De ce fait, il peut rencontré une difficulté dans sa pratique qui est le dérangement fréquent lors des entretiens. En effet, il n'était pas rare d'être interrompue par l'entrée impromptue dans la chambre de l'âgé, de certains membres de l'équipe.

Nous avions parfois le sentiment de n'avoir qu'une place tolérée, qui, par notre présence entravait le bon déroulement des soins. Cependant, cet état de fait, ne semblait aucunement déranger l'âgé, sans doute habituer à ce va et vient dans sa chambre.

Nous avons donc essayé de placer les rendez-vous le plus souvent en début d'après-midi au moment où le personnel était moins présent (pause, réunions, changement d'équipe)

Mais, cette fois-ci, nous nous confrontions à des malades somnolents, parfois endormis ou bien aux visites des familles, ce qui permettait parfois d'avoir une entrevue avec elles.

Nous devions donc nous adapter à la spécificité de cette population, ainsi qu'à l'environnement, si nous voulions poursuivre les entretiens. Il a pu nous arriver de marcher dans le couloir avec la personne ou de rester dans la chambre.

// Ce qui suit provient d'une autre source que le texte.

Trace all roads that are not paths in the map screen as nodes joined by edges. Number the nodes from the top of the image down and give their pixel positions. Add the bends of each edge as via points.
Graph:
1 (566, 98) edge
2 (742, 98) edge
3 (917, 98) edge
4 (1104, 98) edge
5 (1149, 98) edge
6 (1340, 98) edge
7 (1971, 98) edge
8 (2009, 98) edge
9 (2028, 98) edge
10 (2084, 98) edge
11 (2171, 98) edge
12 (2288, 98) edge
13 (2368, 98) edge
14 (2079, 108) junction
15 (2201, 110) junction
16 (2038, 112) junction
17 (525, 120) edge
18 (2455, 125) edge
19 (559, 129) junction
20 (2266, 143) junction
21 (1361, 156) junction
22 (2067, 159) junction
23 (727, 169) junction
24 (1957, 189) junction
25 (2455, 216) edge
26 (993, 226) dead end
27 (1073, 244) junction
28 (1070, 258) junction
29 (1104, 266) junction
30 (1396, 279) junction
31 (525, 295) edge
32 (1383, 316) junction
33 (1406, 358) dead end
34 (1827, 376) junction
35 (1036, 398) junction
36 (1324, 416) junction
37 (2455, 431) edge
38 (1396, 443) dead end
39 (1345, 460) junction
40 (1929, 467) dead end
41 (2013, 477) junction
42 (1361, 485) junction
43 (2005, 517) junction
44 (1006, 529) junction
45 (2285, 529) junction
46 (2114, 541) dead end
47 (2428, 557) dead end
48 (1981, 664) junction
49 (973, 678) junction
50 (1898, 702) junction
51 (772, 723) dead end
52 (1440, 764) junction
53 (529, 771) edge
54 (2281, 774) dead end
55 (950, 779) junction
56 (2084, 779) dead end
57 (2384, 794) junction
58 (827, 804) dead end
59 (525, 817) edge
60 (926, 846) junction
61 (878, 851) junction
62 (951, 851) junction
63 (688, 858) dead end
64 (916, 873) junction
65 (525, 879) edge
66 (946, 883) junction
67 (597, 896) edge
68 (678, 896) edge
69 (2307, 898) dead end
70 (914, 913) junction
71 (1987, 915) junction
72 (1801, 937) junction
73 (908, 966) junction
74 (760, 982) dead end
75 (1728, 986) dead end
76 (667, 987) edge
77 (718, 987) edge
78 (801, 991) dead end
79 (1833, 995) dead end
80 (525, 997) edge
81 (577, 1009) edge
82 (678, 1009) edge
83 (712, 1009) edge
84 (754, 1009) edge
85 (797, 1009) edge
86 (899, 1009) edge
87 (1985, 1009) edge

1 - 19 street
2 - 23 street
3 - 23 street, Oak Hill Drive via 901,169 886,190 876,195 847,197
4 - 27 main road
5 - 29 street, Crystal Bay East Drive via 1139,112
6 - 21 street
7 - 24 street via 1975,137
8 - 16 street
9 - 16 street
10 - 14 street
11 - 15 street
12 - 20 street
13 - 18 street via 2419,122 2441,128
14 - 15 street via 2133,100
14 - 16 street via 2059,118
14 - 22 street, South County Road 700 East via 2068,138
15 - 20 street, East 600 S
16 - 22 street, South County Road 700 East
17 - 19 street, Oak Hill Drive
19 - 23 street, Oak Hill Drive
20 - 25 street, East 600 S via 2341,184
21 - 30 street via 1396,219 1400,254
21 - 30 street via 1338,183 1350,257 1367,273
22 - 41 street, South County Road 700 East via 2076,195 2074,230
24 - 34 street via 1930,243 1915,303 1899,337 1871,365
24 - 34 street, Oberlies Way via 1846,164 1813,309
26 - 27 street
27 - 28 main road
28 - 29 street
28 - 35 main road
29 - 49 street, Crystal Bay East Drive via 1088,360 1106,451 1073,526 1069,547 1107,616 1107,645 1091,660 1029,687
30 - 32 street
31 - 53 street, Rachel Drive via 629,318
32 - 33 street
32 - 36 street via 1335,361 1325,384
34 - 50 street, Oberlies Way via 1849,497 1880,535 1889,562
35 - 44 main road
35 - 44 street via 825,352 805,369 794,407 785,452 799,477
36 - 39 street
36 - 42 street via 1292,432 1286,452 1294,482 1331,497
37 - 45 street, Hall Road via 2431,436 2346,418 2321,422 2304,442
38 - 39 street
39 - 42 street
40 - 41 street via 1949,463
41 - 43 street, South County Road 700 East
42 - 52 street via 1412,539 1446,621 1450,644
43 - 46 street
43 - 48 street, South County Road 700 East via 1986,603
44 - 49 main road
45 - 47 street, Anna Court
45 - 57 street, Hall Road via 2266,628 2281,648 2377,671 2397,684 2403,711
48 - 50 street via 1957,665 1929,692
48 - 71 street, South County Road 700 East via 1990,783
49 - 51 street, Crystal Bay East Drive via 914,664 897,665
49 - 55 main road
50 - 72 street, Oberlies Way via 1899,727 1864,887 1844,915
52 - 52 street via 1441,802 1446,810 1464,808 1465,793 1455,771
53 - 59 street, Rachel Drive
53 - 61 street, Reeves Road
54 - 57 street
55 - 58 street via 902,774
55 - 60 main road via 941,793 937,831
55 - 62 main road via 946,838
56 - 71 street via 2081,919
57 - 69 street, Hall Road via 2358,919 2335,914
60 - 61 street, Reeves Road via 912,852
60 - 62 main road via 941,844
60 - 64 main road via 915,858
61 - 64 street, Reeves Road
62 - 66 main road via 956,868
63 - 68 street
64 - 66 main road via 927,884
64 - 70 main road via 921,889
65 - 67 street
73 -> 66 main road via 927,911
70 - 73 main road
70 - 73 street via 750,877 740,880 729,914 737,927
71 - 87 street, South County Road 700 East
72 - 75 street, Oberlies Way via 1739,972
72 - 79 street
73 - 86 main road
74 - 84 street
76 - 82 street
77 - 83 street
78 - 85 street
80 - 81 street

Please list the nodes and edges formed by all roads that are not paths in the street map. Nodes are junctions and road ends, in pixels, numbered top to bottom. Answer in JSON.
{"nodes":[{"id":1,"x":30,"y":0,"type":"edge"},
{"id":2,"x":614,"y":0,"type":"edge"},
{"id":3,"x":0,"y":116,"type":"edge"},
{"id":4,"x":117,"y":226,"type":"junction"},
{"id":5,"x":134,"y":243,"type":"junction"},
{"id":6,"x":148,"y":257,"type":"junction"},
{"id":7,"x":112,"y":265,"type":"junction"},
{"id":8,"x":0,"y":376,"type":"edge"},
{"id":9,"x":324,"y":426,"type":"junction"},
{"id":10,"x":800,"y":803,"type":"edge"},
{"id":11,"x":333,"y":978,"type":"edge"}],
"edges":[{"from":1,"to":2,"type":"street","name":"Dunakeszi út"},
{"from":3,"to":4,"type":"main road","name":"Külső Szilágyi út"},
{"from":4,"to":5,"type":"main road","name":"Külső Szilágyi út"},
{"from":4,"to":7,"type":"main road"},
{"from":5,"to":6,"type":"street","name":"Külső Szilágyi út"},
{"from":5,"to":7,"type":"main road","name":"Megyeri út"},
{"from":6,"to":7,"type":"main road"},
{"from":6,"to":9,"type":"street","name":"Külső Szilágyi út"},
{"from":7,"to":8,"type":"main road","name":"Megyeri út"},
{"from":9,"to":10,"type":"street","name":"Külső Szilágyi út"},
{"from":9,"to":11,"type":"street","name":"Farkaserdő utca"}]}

L’entretien pouvait aussi se dérouler sans trop de difficultés et sur un temps non défini à l'avance.

Dans ce cadre particulier, les entretiens débutaient souvent par des questions portant sur les causes de leur hospitalisation et leur difficulté à se nourrir. Ils se poursuivaient par une mise en parole de l’histoire du patient avec ses pertes et ses deuils survenus le long de son existence, de ses angoisses, de son sentiment de solitude ou au contraire d'un entourage vécu comme chaleureux.

Nous utilisions parfois des reformulations sur un point précis, lorsque la question n'était pas entendue ou incomprise. Des approbations, des attitudes d'encouragements, des silences, facilitaient la parole lorsque la personne avait du mal à mettre en mots son ressenti.

Nous n'insistions pas lorsque la fatigue, le désir d'arrêter l'entretien se faisait sentir : silences, mouvements, tête tournée de l'autre côté de l'âgé, soupirs…

Certaines fois les entretiens seront pratiquement impossibles car les patients refuseront toute relation; d'autres trop fatigués, auront du mal à s'exprimer, d'autres ne pourront pas supporter une entrevue de plus de dix minutes ayant soit du mal à se concentrer, soit ayant besoin de bouger.

Cette spécificité des entretiens avec l’âgé met en relief l'importance du non-verbal, des manifestations corporelles, au même titre que la parole. Ce sont des langages qui sont riches de sens pour la compréhension de la personne.

Nous n'avons utilisé aucun moyen de médiation tel que le magnétophone ou la vidéo. En effet, ceux-ci ne pouvaient pas être utilisés auprès des personnes en refus alimentaire qui n'acceptaient aucun élément intrusif.

Nous avons abandonnéles enregistrements vidéos (Ils auraient permis d'observer le non-verbal) pour différentes raisons : financières, d'organisation au niveau du service mais surtout vis-à-vis de cette population qui se trouve dans une situation de grand désarroi dans ce contexte hospitalier et qui aurait vécu ces entretiens comme inquiétants.

Une prise de notes pendant et après chaque entretien a permis de rester le plus fidèle possible aux paroles de la personne.

L'âge avancé est un facteur important dans la difficulté à mettre en place une méthodologie appropriée.

En effet, une majorité des sujets est touchée par des altérations sensori-motrices, intellectuelles et, est souvent atteinte, comme nous avons pu l'écrire précédemment de poly-pathologie.